#### [To do]
Below are entries to examine: work out how many lines contain the word "dead", and give only that number.

START Listed records

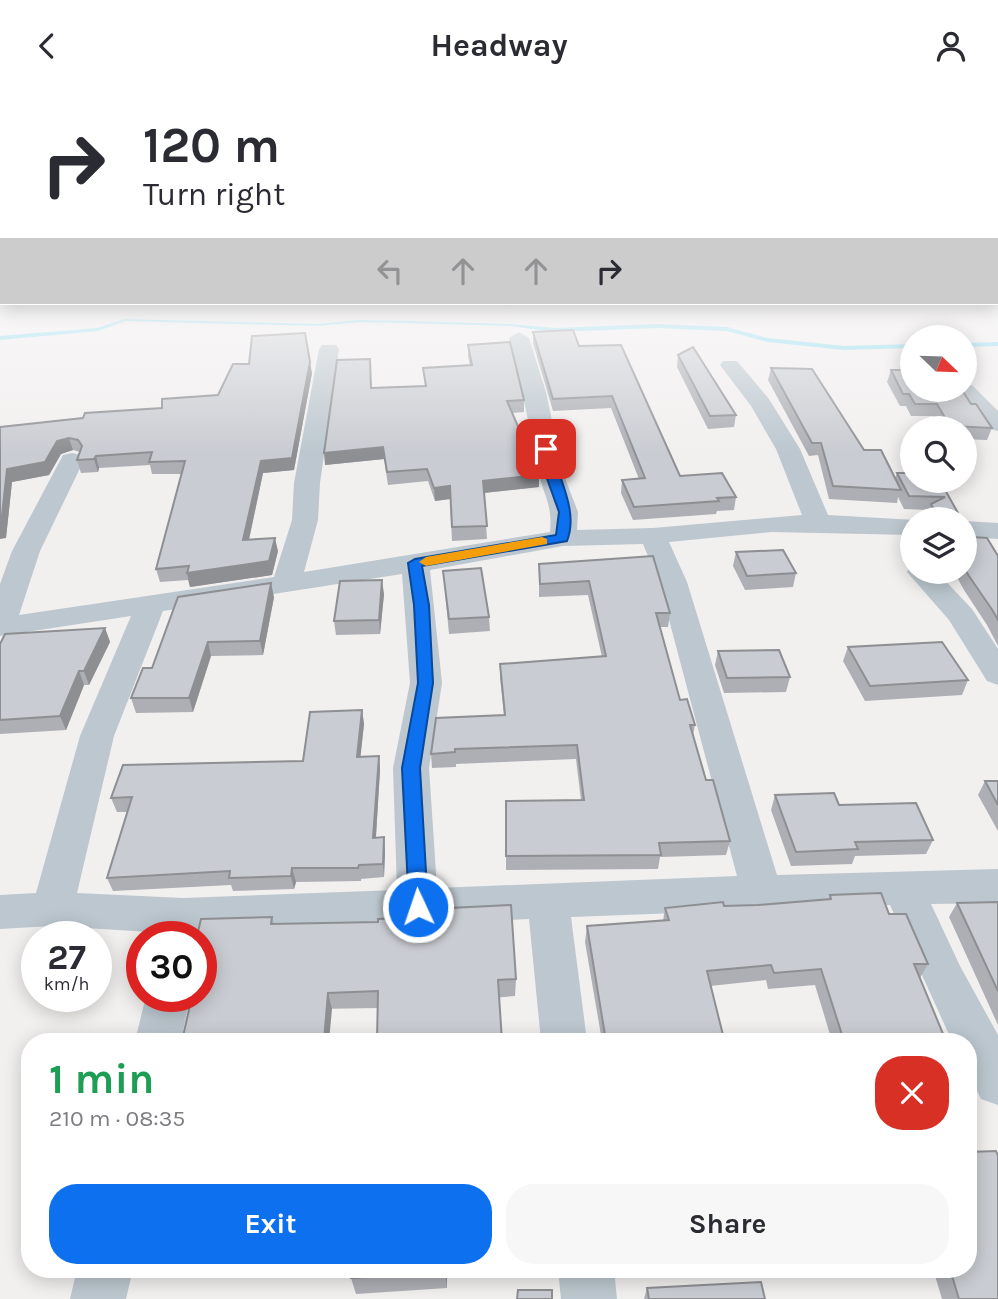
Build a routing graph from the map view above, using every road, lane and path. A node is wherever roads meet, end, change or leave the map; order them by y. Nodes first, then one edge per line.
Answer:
1 (520, 340) edge
2 (329, 349) dead end
3 (730, 365) dead end
4 (976, 402) edge
5 (998, 424) edge
6 (72, 460) dead end
7 (818, 523) junction
8 (880, 526) junction
9 (900, 527) edge
10 (977, 530) edge
11 (998, 531) edge
12 (653, 536) junction
13 (562, 538) junction
14 (900, 549) edge
15 (415, 563) junction
16 (286, 581) junction
17 (932, 584) edge
18 (151, 604) junction
19 (0, 626) edge
20 (998, 674) edge
21 (998, 886) edge
22 (903, 888) junction
23 (762, 892) junction
24 (548, 901) junction
25 (418, 907) junction
26 (52, 909) junction
27 (0, 912) edge
28 (143, 921) edge
29 (217, 923) edge
30 (164, 1012) edge
31 (160, 1033) edge
32 (563, 1033) edge
33 (972, 1033) edge
34 (977, 1042) edge
35 (998, 1082) edge
36 (104, 1278) edge
37 (587, 1278) edge
38 (99, 1299) edge
39 (589, 1299) edge

1 - 13 street
2 - 16 street
3 - 7 street
4 - 5 street
6 - 19 street
7 - 8 street
7 - 12 street
8 - 9 street
8 - 14 street
10 - 11 street
12 - 13 street
12 - 23 street
13 - 15 street
15 - 16 street
15 - 25 street
16 - 18 street
17 - 20 street
18 - 19 street
18 - 26 street
21 - 22 street
22 - 23 street
22 - 33 street
23 - 24 street
24 - 25 street
24 - 32 street
25 - 29 street
26 - 27 street
26 - 28 street
30 - 31 street
34 - 35 street
36 - 38 street
37 - 39 street

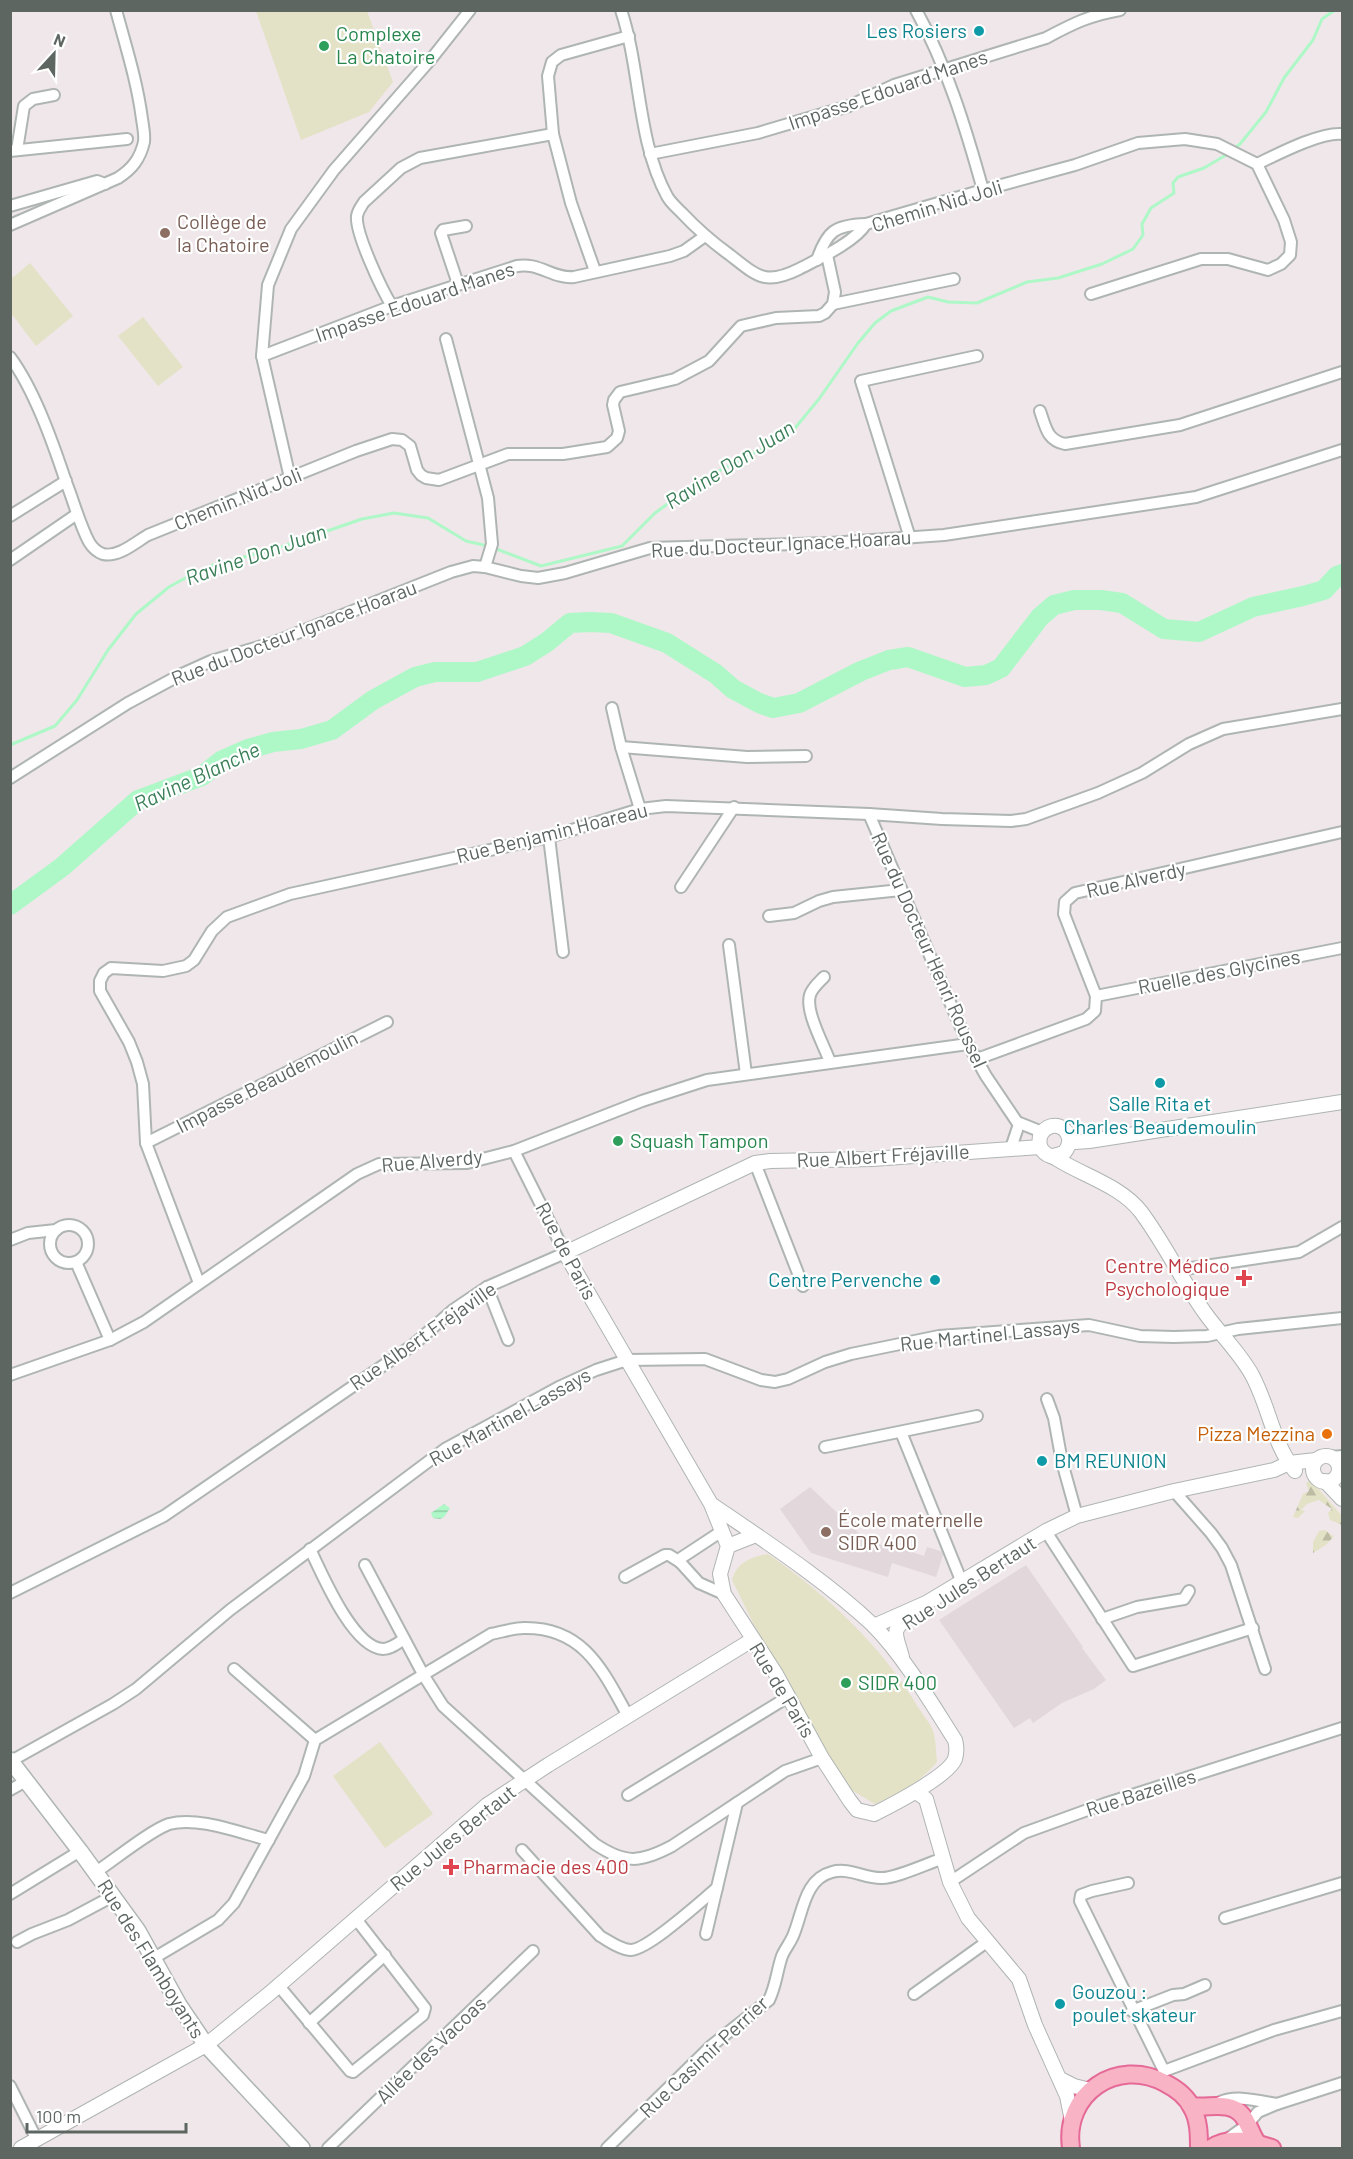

END Listed records

#### [Result for this exercise]
3